WHAT THE TASK ASKS
Which lines in the records below include the word "item"? Report each of them in full.

INPUT RECORDS
• • • •

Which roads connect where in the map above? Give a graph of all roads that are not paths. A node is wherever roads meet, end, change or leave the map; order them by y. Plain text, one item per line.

• • • •

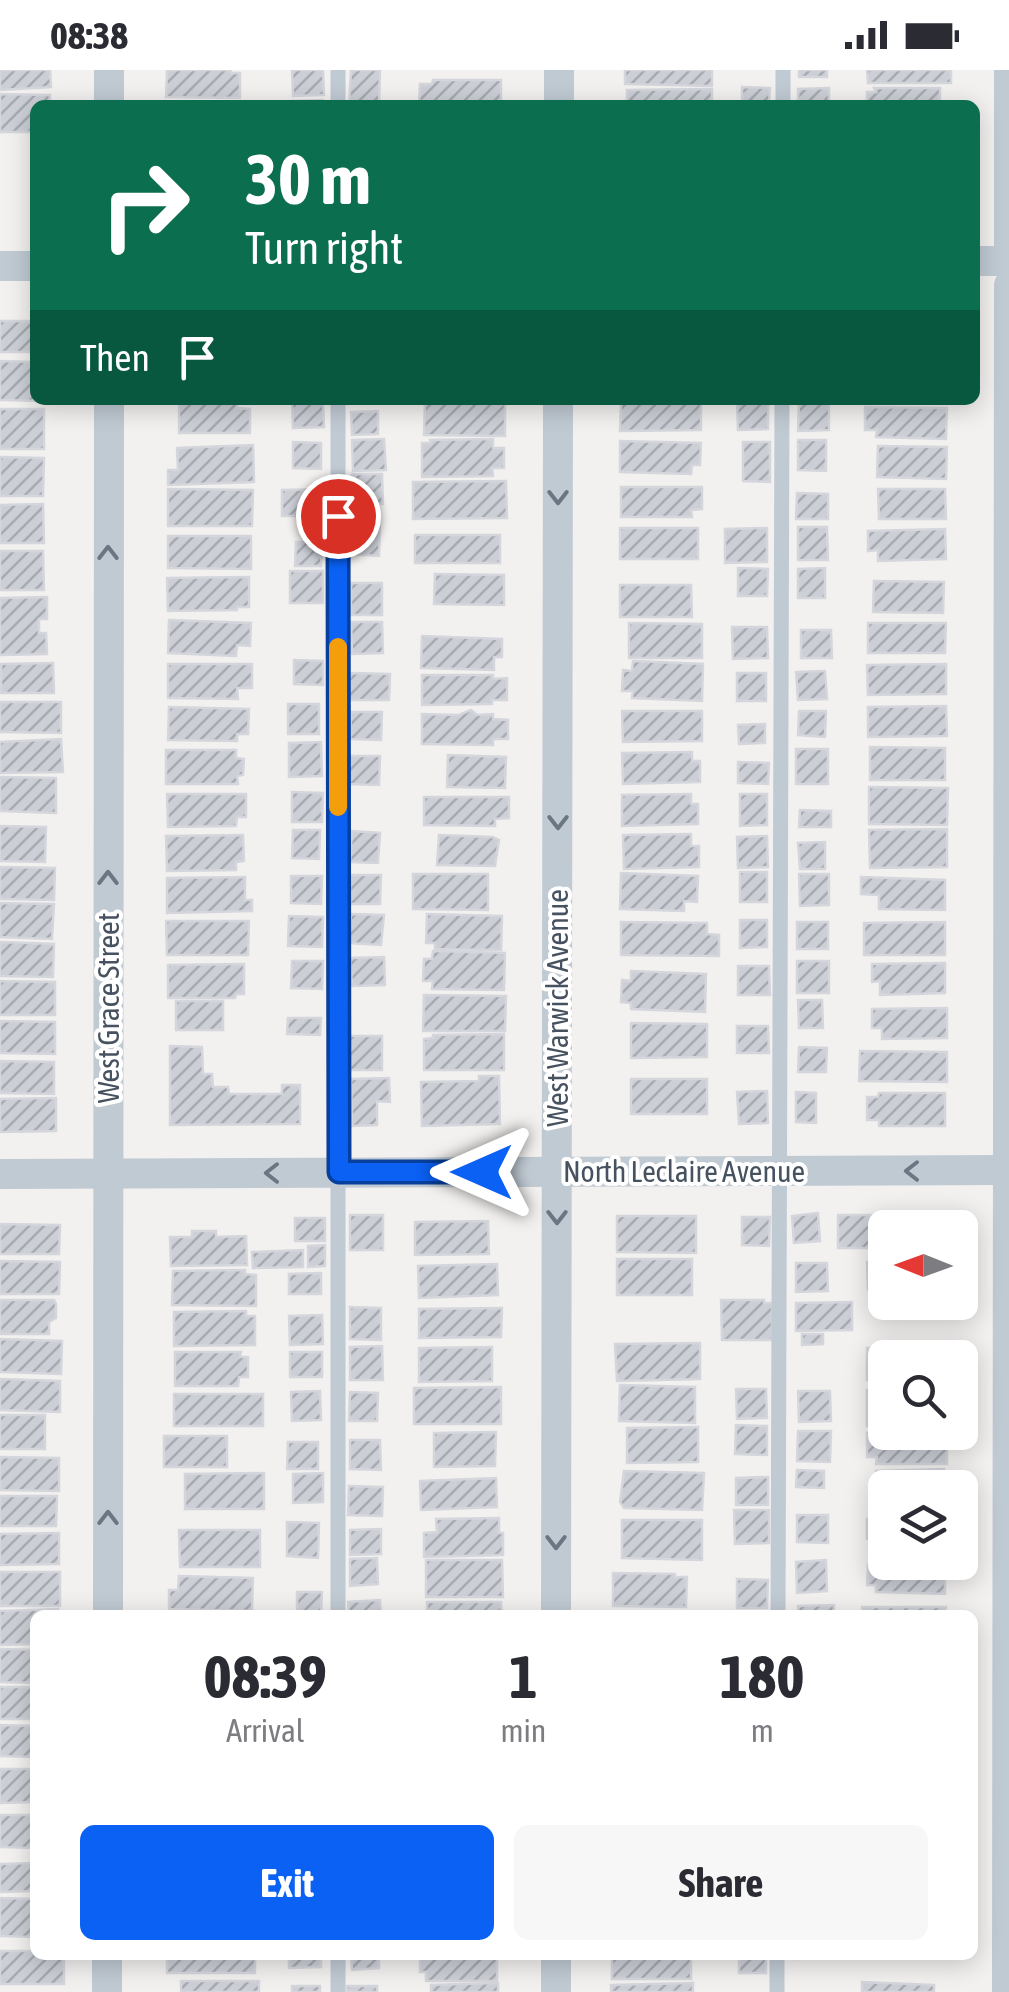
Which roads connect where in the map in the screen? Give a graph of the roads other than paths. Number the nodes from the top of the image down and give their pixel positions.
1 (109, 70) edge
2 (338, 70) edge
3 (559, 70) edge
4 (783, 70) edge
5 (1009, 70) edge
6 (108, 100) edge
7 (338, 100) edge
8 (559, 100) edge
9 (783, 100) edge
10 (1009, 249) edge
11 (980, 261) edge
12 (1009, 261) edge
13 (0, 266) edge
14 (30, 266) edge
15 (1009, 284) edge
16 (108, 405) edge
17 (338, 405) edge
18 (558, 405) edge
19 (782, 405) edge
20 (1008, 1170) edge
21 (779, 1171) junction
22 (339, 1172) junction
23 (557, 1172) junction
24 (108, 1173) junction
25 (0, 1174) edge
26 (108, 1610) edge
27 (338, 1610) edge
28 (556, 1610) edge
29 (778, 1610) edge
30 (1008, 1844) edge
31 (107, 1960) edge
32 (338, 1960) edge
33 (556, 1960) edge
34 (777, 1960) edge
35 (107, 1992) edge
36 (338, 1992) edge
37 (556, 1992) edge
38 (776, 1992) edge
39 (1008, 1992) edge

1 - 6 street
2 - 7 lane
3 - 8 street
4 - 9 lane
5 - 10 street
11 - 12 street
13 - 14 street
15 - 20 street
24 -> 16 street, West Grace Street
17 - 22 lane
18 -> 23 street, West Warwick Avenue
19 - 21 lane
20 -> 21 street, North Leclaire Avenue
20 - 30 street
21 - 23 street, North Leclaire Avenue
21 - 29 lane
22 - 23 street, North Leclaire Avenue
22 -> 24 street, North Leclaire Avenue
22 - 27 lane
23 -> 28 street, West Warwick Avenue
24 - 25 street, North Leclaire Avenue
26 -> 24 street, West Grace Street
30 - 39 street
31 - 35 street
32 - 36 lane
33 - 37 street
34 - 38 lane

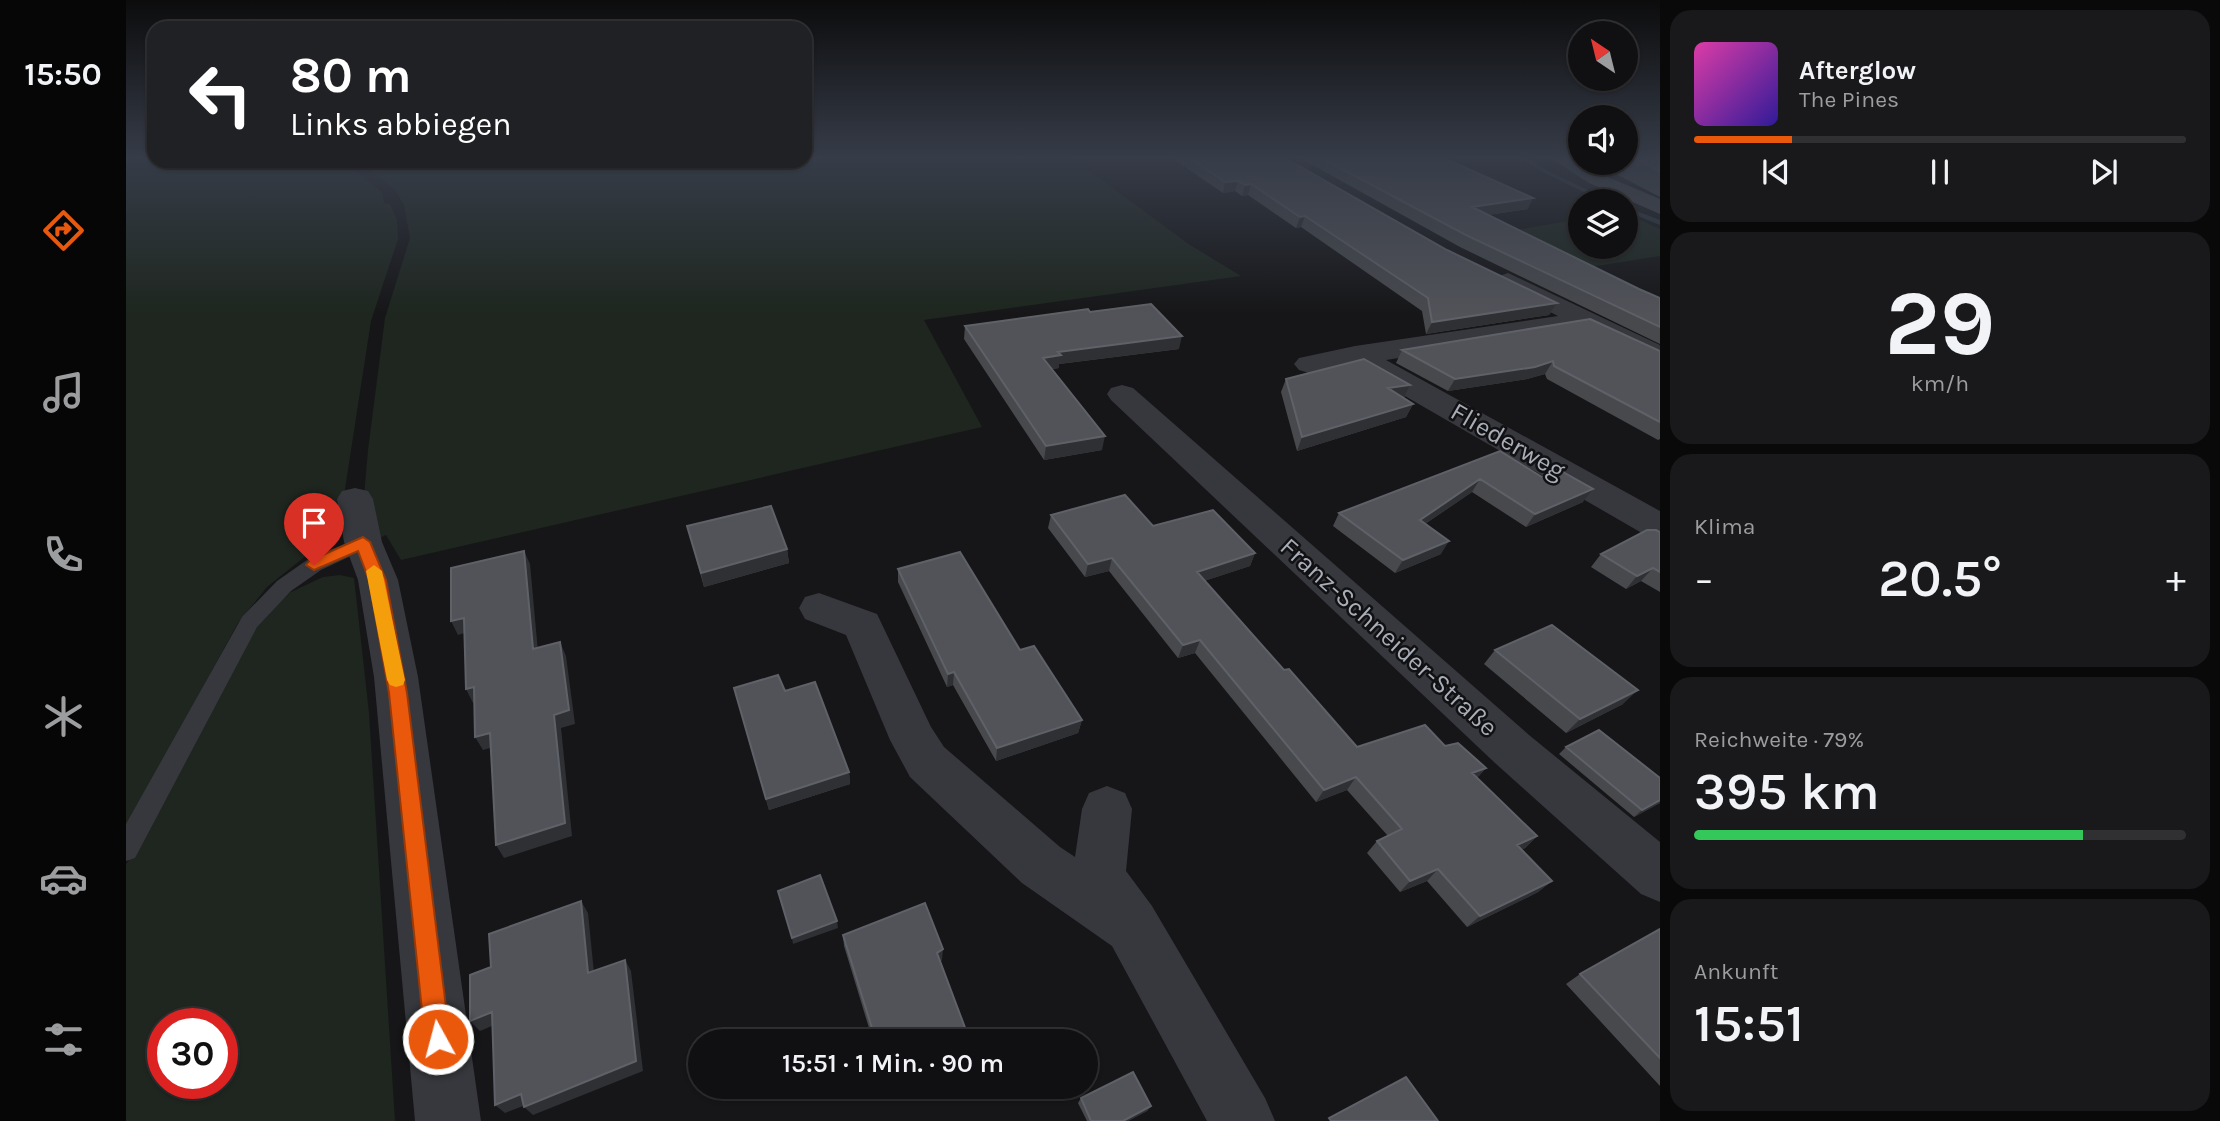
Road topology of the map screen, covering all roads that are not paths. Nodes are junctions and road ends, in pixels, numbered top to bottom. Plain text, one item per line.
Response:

• • • •

SOLUTION TO THIS TASK
Which roads connect where in the map above? Give a graph of all roads that are not paths. A node is wherever roads meet, end, change or leave the map; order them by y. Plain text, one item per line.
Road topology of the map screen, covering all roads that are not paths. Nodes are junctions and road ends, in pixels, numbered top to bottom. Plain text, one item per line.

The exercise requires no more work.